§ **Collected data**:

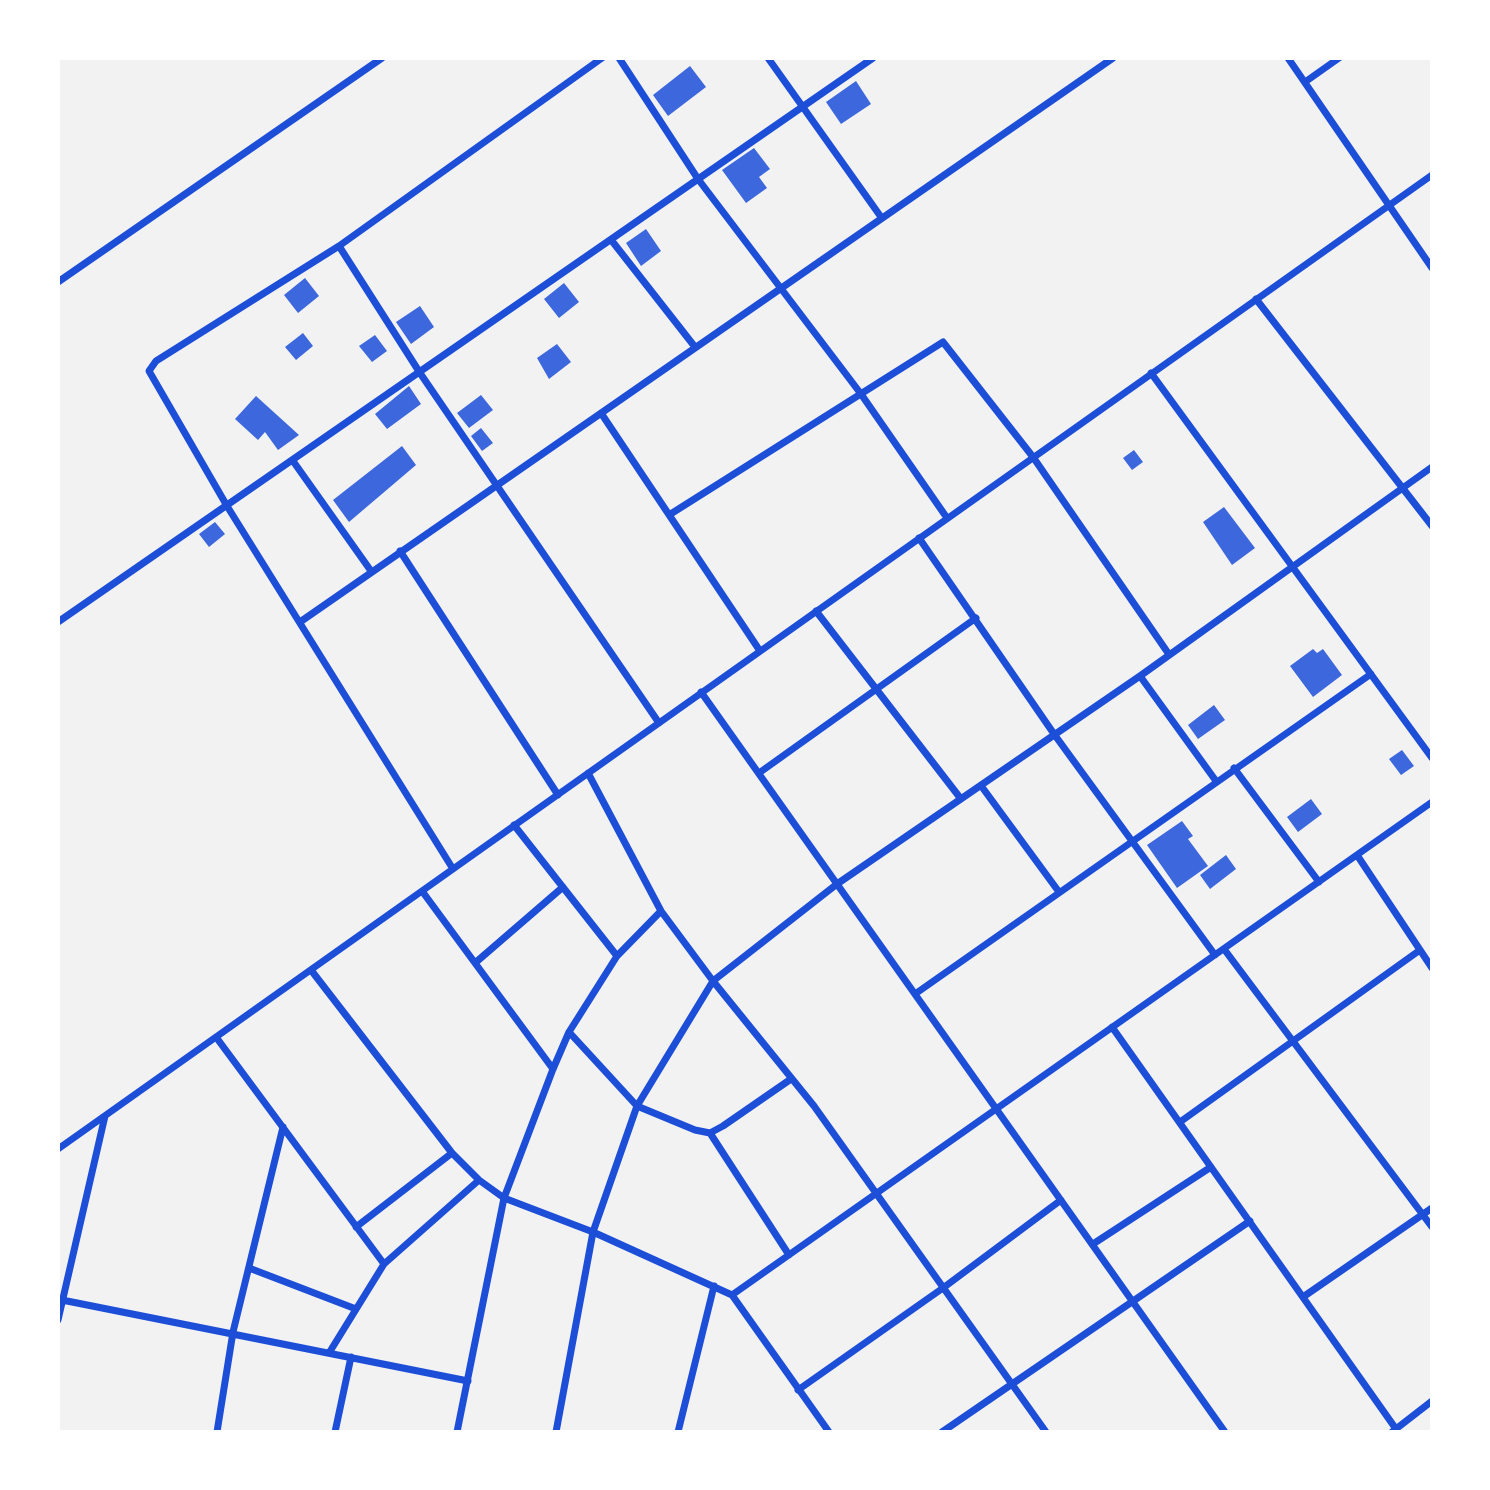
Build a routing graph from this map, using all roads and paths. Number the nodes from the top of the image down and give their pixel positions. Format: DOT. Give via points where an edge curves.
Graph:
graph roads {
  1 [pos="382,58"];
  2 [pos="602,58"];
  3 [pos="619,58"];
  4 [pos="768,58"];
  5 [pos="873,58"];
  6 [pos="1113,58"];
  7 [pos="1288,58"];
  8 [pos="1339,58"];
  9 [pos="1305,82"];
  10 [pos="802,106"];
  11 [pos="1432,175"];
  12 [pos="698,179"];
  13 [pos="1390,206"];
  14 [pos="881,217"];
  15 [pos="612,241"];
  16 [pos="339,246"];
  17 [pos="1432,268"];
  18 [pos="58,282"];
  19 [pos="781,290"];
  20 [pos="1256,299"];
  21 [pos="695,348"];
  22 [pos="420,373"];
  23 [pos="1151,373"];
  24 [pos="861,394"];
  25 [pos="601,413"];
  26 [pos="1033,457"];
  27 [pos="293,461"];
  28 [pos="1432,467"];
  29 [pos="497,483"];
  30 [pos="1402,488"];
  31 [pos="227,506"];
  32 [pos="669,515"];
  33 [pos="947,518"];
  34 [pos="1432,526"];
  35 [pos="919,538"];
  36 [pos="400,551"];
  37 [pos="1292,566"];
  38 [pos="371,571"];
  39 [pos="816,611"];
  40 [pos="976,618"];
  41 [pos="300,621"];
  42 [pos="58,622"];
  43 [pos="760,651"];
  44 [pos="1168,653"];
  45 [pos="1371,674"];
  46 [pos="1140,676"];
  47 [pos="876,688"];
  48 [pos="701,692"];
  49 [pos="659,723"];
  50 [pos="1054,734"];
  51 [pos="1432,758"];
  52 [pos="1234,768"];
  53 [pos="588,773"];
  54 [pos="759,773"];
  55 [pos="1216,781"];
  56 [pos="982,787"];
  57 [pos="558,795"];
  58 [pos="961,800"];
  59 [pos="1432,802"];
  60 [pos="514,825"];
  61 [pos="1133,840"];
  62 [pos="1357,855"];
  63 [pos="453,869"];
  64 [pos="1319,882"];
  65 [pos="837,884"];
  66 [pos="563,887"];
  67 [pos="422,891"];
  68 [pos="1059,892"];
  69 [pos="661,911"];
  70 [pos="1224,949"];
  71 [pos="1420,950"];
  72 [pos="1214,955"];
  73 [pos="617,956"];
  74 [pos="475,963"];
  75 [pos="1432,968"];
  76 [pos="311,970"];
  77 [pos="713,981"];
  78 [pos="915,994"];
  79 [pos="1112,1027"];
  80 [pos="569,1032"];
  81 [pos="216,1037"];
  82 [pos="1295,1041"];
  83 [pos="553,1069"];
  84 [pos="791,1079"];
  85 [pos="637,1106"];
  86 [pos="996,1109"];
  87 [pos="105,1116"];
  88 [pos="1180,1122"];
  89 [pos="282,1127"];
  90 [pos="710,1133"];
  91 [pos="58,1149"];
  92 [pos="452,1153"];
  93 [pos="1211,1167"];
  94 [pos="479,1180"];
  95 [pos="876,1193"];
  96 [pos="504,1198"];
  97 [pos="1061,1200"];
  98 [pos="1432,1208"];
  99 [pos="1423,1215"];
  100 [pos="1250,1221"];
  101 [pos="356,1227"];
  102 [pos="1432,1227"];
  103 [pos="593,1232"];
  104 [pos="1093,1244"];
  105 [pos="789,1255"];
  106 [pos="384,1264"];
  107 [pos="249,1268"];
  108 [pos="714,1286"];
  109 [pos="943,1288"];
  110 [pos="732,1295"];
  111 [pos="1303,1297"];
  112 [pos="62,1300"];
  113 [pos="1134,1302"];
  114 [pos="356,1309"];
  115 [pos="58,1320"];
  116 [pos="233,1332"];
  117 [pos="329,1353"];
  118 [pos="351,1357"];
  119 [pos="468,1381"];
  120 [pos="1011,1384"];
  121 [pos="798,1390"];
  122 [pos="1432,1401"];
  123 [pos="1394,1431"];
  124 [pos="217,1432"];
  125 [pos="335,1432"];
  126 [pos="457,1432"];
  127 [pos="556,1432"];
  128 [pos="678,1432"];
  129 [pos="829,1432"];
  130 [pos="942,1432"];
  131 [pos="1046,1432"];
  132 [pos="1225,1432"];
  1 -- 18 [label="street"];
  2 -- 16 [label="street"];
  3 -- 12 [label="street"];
  4 -- 10 [label="street"];
  5 -- 10 [label="street"];
  6 -- 14 [label="street"];
  7 -- 9 [label="street"];
  8 -- 9 [label="street"];
  9 -- 13 [label="street"];
  10 -- 12 [label="street"];
  10 -- 14 [label="street"];
  11 -- 13 [label="street"];
  12 -- 15 [label="street"];
  12 -- 19 [label="street"];
  13 -- 17 [label="street"];
  13 -- 20 [label="street"];
  14 -- 19 [label="street"];
  15 -- 21 [label="street"];
  15 -- 22 [label="street"];
  16 -- 22 [label="street"];
  16 -- 31 [label="street" via="156,361 149,371"];
  19 -- 21 [label="street"];
  19 -- 24 [label="street"];
  20 -- 23 [label="street"];
  20 -- 30 [label="street"];
  21 -- 25 [label="street"];
  22 -- 27 [label="street"];
  22 -- 29 [label="street"];
  23 -- 26 [label="street"];
  23 -- 37 [label="street"];
  24 -- 26 [label="street" via="943,342"];
  24 -- 32 [label="street"];
  24 -- 33 [label="street"];
  25 -- 29 [label="street"];
  25 -- 32 [label="street"];
  26 -- 33 [label="street"];
  26 -- 44 [label="street"];
  27 -- 31 [label="street"];
  27 -- 38 [label="street"];
  28 -- 30 [label="street"];
  29 -- 36 [label="street"];
  29 -- 49 [label="street"];
  30 -- 34 [label="street"];
  30 -- 37 [label="street"];
  31 -- 41 [label="street"];
  31 -- 42 [label="street"];
  32 -- 43 [label="street"];
  33 -- 35 [label="street"];
  35 -- 39 [label="street"];
  35 -- 40 [label="street"];
  36 -- 38 [label="street"];
  36 -- 57 [label="street"];
  37 -- 44 [label="street"];
  37 -- 45 [label="street"];
  38 -- 41 [label="street"];
  39 -- 43 [label="street"];
  39 -- 47 [label="street"];
  40 -- 47 [label="street"];
  40 -- 50 [label="street"];
  41 -- 63 [label="street"];
  43 -- 48 [label="street"];
  44 -- 46 [label="street"];
  45 -- 51 [label="street"];
  45 -- 52 [label="street"];
  46 -- 50 [label="street"];
  46 -- 55 [label="street"];
  47 -- 54 [label="street"];
  47 -- 58 [label="street"];
  48 -- 49 [label="street"];
  48 -- 54 [label="street"];
  49 -- 53 [label="street"];
  50 -- 56 [label="street"];
  50 -- 61 [label="street"];
  52 -- 55 [label="street"];
  52 -- 64 [label="street"];
  53 -- 57 [label="street"];
  53 -- 69 [label="street"];
  54 -- 65 [label="street"];
  55 -- 61 [label="street"];
  56 -- 58 [label="street"];
  56 -- 68 [label="street"];
  57 -- 60 [label="street"];
  58 -- 65 [label="street"];
  59 -- 62 [label="street"];
  60 -- 63 [label="street"];
  60 -- 66 [label="street"];
  61 -- 68 [label="street"];
  61 -- 72 [label="street"];
  62 -- 64 [label="street"];
  62 -- 71 [label="street"];
  63 -- 67 [label="street"];
  64 -- 70 [label="street"];
  65 -- 77 [label="street"];
  65 -- 78 [label="street"];
  66 -- 73 [label="street"];
  66 -- 74 [label="street"];
  67 -- 74 [label="street"];
  67 -- 76 [label="street"];
  68 -- 78 [label="street"];
  69 -- 73 [label="street"];
  69 -- 77 [label="street"];
  70 -- 72 [label="street"];
  70 -- 82 [label="street"];
  71 -- 75 [label="street"];
  71 -- 82 [label="street"];
  72 -- 79 [label="street"];
  73 -- 80 [label="street"];
  74 -- 83 [label="street"];
  76 -- 81 [label="street"];
  76 -- 92 [label="street"];
  77 -- 84 [label="street"];
  77 -- 85 [label="street"];
  78 -- 86 [label="street"];
  79 -- 86 [label="street"];
  79 -- 88 [label="street"];
  80 -- 83 [label="street"];
  80 -- 85 [label="street"];
  81 -- 87 [label="street"];
  81 -- 89 [label="street"];
  82 -- 88 [label="street"];
  82 -- 99 [label="street"];
  83 -- 96 [label="street"];
  84 -- 90 [label="street"];
  84 -- 95 [label="street"];
  85 -- 90 [label="street"];
  85 -- 103 [label="street"];
  86 -- 95 [label="street"];
  86 -- 97 [label="street"];
  87 -- 91 [label="street"];
  87 -- 112 [label="street"];
  88 -- 93 [label="street"];
  89 -- 101 [label="street"];
  89 -- 107 [label="street"];
  90 -- 105 [label="street"];
  92 -- 94 [label="street"];
  92 -- 101 [label="street"];
  93 -- 100 [label="street"];
  93 -- 104 [label="street"];
  94 -- 96 [label="street"];
  94 -- 106 [label="street"];
  95 -- 105 [label="street"];
  95 -- 109 [label="street"];
  96 -- 103 [label="street"];
  96 -- 119 [label="street"];
  97 -- 104 [label="street"];
  97 -- 109 [label="street"];
  98 -- 99 [label="street"];
  99 -- 102 [label="street"];
  99 -- 111 [label="street"];
  100 -- 111 [label="street"];
  100 -- 113 [label="street"];
  101 -- 106 [label="street"];
  103 -- 108 [label="street"];
  103 -- 127 [label="street"];
  104 -- 113 [label="street"];
  105 -- 110 [label="street"];
  106 -- 114 [label="street"];
  107 -- 114 [label="street"];
  107 -- 116 [label="street"];
  108 -- 110 [label="street"];
  108 -- 128 [label="street"];
  109 -- 120 [label="street"];
  109 -- 121 [label="street"];
  110 -- 121 [label="street"];
  111 -- 123 [label="street"];
  112 -- 115 [label="street"];
  112 -- 116 [label="street"];
  113 -- 120 [label="street"];
  113 -- 132 [label="street"];
  114 -- 117 [label="street"];
  116 -- 117 [label="street"];
  116 -- 124 [label="street"];
  117 -- 118 [label="street"];
  118 -- 119 [label="street"];
  118 -- 125 [label="street"];
  119 -- 126 [label="street"];
  120 -- 130 [label="street"];
  120 -- 131 [label="street"];
  121 -- 129 [label="street"];
  122 -- 123 [label="street"];
}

§ **EXERCISE REQUIREMENTS**: Lines holding the word "roads" in the entries above are the ones to pull out. Copy them all.

§ **WORKED SOLUTION**:
Build a routing graph from this map, using all roads and paths. Number the nodes from the top of the image down and give their pixel positions. Format: DOT. Give via points where an edge curves.
graph roads {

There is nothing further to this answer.